On February 17, 2022 android, attribution, google, privacy sandbox, Programmatic

Google have now announced that the Privacy Sandbox proposals approach that they have been developing for web-based environments (Chrome) has been extended to include in-app environments (Android). This news compounds upon the limitations on ad tracking experienced by the industry last year when Apple released App Tracking Transparency (ATT) as well as several other new privacy features within various updates to the iOS mobile operating system on their devices.

Google had very recently provided a number updates on their key Privacy Sandbox proposals for the web (click here for an overview) and some of the proposals are the same, or at least similar. Importantly the approach for Android also aligns with industry being given the opportunity to digest, test and feedback on the various proposals as they evolve.
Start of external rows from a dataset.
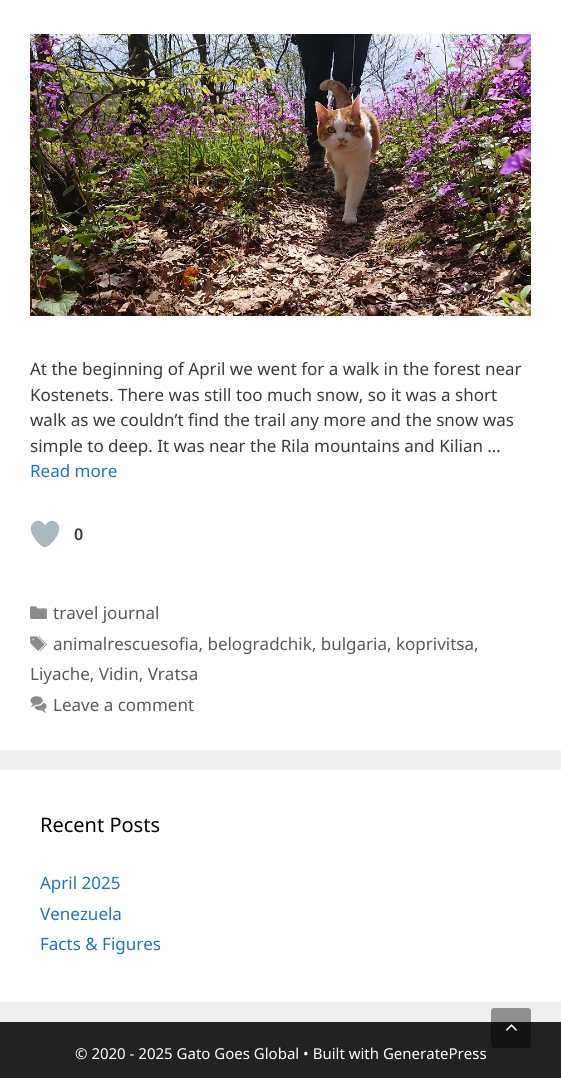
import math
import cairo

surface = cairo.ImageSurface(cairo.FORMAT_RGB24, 561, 1078)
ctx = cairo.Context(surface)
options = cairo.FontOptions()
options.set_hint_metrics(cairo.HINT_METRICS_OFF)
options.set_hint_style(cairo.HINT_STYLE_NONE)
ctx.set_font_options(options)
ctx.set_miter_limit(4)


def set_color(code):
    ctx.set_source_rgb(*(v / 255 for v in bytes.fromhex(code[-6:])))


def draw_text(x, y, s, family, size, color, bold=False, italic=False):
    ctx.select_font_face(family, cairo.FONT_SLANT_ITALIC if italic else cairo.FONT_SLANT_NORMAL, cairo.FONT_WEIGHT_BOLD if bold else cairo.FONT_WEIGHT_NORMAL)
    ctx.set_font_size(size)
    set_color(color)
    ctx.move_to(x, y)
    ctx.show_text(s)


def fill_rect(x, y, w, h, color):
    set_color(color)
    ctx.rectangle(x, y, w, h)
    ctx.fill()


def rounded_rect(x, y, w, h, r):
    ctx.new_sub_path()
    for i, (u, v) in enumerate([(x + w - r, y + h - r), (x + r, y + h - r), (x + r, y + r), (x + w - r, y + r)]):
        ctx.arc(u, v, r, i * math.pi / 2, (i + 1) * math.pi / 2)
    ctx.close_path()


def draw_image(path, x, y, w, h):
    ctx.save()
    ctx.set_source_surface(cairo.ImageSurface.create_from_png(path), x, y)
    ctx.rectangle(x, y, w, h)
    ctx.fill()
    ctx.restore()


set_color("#efefef")
ctx.paint()
fill_rect(0, 0, 561, 750, "#ffffff")
draw_image("assets/img1.png", 30, 34, 501, 282)
draw_text(30, 375, "At the beginning of April we went for a walk in the forest near", "Noto Sans", 17, "#3a3a3a")
draw_text(30, 401, "Kostenets. There was still too much snow, so it was a short", "Noto Sans", 17, "#3a3a3a")
draw_text(30, 426, "walk as we couldn’t find the trail any more and the snow was", "Noto Sans", 17, "#3a3a3a")
draw_text(30, 452, "simple to deep. It was near the Rila mountains and Kilian …", "Noto Sans", 17, "#3a3a3a")
draw_text(30, 477, "Read more", "Noto Sans", 17, "#1e73be")
draw_image("assets/img2.png", 30, 520, 30, 28)
draw_text(74, 540, "0", "Noto Sans SemiBold", 16, "#3a3a3a")
draw_image("assets/img3.png", 30, 606, 17, 13)
draw_text(53, 619, "travel journal", "Noto Sans", 17, "#595959")
draw_image("assets/img4.png", 30, 636, 17, 15)
draw_text(53, 650, "animalrescuesofia, belogradchik, bulgaria, koprivitsa,", "Noto Sans", 17, "#595959")
draw_text(30, 680, "Liyache, Vidin, Vratsa", "Noto Sans", 17, "#595959")
draw_image("assets/img5.png", 30, 696, 17, 17)
draw_text(53, 711, "Leave a comment", "Noto Sans", 17, "#595959")
fill_rect(0, 770, 561, 232, "#ffffff")
draw_text(40, 832, "Recent Posts", "Noto Sans", 20, "#000000")
draw_text(40, 889, "April 2025", "Noto Sans", 17, "#1e73be")
draw_text(40, 920, "Venezuela", "Noto Sans", 17, "#1e73be")
draw_text(40, 950, "Facts & Figures", "Noto Sans", 17, "#1e73be")
fill_rect(0, 1022, 561, 56, "#222222")
ctx.set_source_rgba(0, 0, 0, 0.4)
rounded_rect(491, 1008, 40, 40, 3)
ctx.fill()
draw_image("assets/img6.png", 505, 1024, 12, 7)
draw_text(75, 1059, "© 2020 - 2025 Gato Goes Global • Built with GeneratePress", "Noto Sans", 15, "#ffffff")
surface.write_to_png("output.png")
As for the key details (x4) on the initial proposals, some timings (including on GAID) and how to participate see below:

The key proposals

Topics API – this proposed approach to enabling cross-site interest-based advertising without cross-app or device identifiers (including Google’s Advertising ID) fully aligns with the proposals for web – which we covered here. It’s essentially an upgrade to the previous FLoC proposal to a simpler privacy-safe version of inferred behavioural targeting.

Attribution Reporting API – designed to enable both click-through and view-through conversion attribution measurement without cross-app or device identifiers (e.g. GAID). Again this fully aligns with the proposals for web and we provide a general introduction here to this key set of proposals, a summary of recent updates and some information on forthcoming trials and testing for industry participation – which we strongly advise our members to commit to sooner rather than later.

FLEDGE on Android – this proposal aligns with the proposed approach for web (click here for more info) by enabling re-marketing based on custom audiences defined by app developers and the previous interactions within their app. This information and associated ads are stored locally, so that no individual identifiers are shared with external parties. The process for Android encompasses two APIs for ad tech platforms and advertisers to support common interaction-based use cases.

Custom Audience API : This is centered on the custom audience abstraction, which represents an advertiser-designated audience with common intentions. Audience information is stored on-device and can be associated with relevant candidate ads for the audience and arbitrary metadata, such as bidding signals. The information can be used to inform advertiser bids, ad filtering, and rendering.

Ad Selection API : This provides a framework that orchestrates ad tech platforms’ workflows that leverage on-device signals to determine a winning ad by considering candidate ads stored locally, and performing additional processing on candidate ads that an ad tech platform returns to the device.

image source: Google

SDK Runtime – this proposal intends to provide an isolated process for third-party advertising code to run separately from an app’s code. This will limit the app and user data that advertising providers and platforms have access to, providing greater security and privacy protection by providing the ability to restrict or disable an SDK without impacting the app functionality.

Similar to the way in which apps are sandboxed, Google aims to provide a means of sandboxing SDKs within apps – and plans to introduce SDK Runtime into Android 13.

SDK Runtime also features a novel distribution mechanism enabling SDK developers to make non-breaking changes to their SDKs and distribute to devices, without any involvement from app developers.

image source: Mobile Dev Memo

Android / Google Advertising ID

Importantly it’s worth noting that Google’s Advertising ID will not be removed for at least another two years, giving everyone time to fully test for the alternative approaches. However some privacy features were introduced late last year (click here for more info) ensuring that the advertising ID is removed when a user opts out of personalisation using advertising ID in Android settings. Any attempts to access the identifier results in a string of zeros instead of the identifier.

Next steps & recommendations

Whilst the intentions for prioritising consumer privacy are obviously critical, the impact on both publishers and marketers should not be underestimated in terms of targeting, measurement and attribution across all devices. We strongly recommend that our members fully engage in the process of reviewing all the initial design proposals, participate in any available testing processes (whether directly or via key tech partners) and share feedback on the dedicated developer sites.

Timings

After a beta testing phase through 2022, the Android Privacy Sandbox proposals will be finalised by the end of 2022, with scaled testing will kick off in 2023. IAB Australia will be providing more information and guidance on this as the various Privacy Sandbox proposals evolve.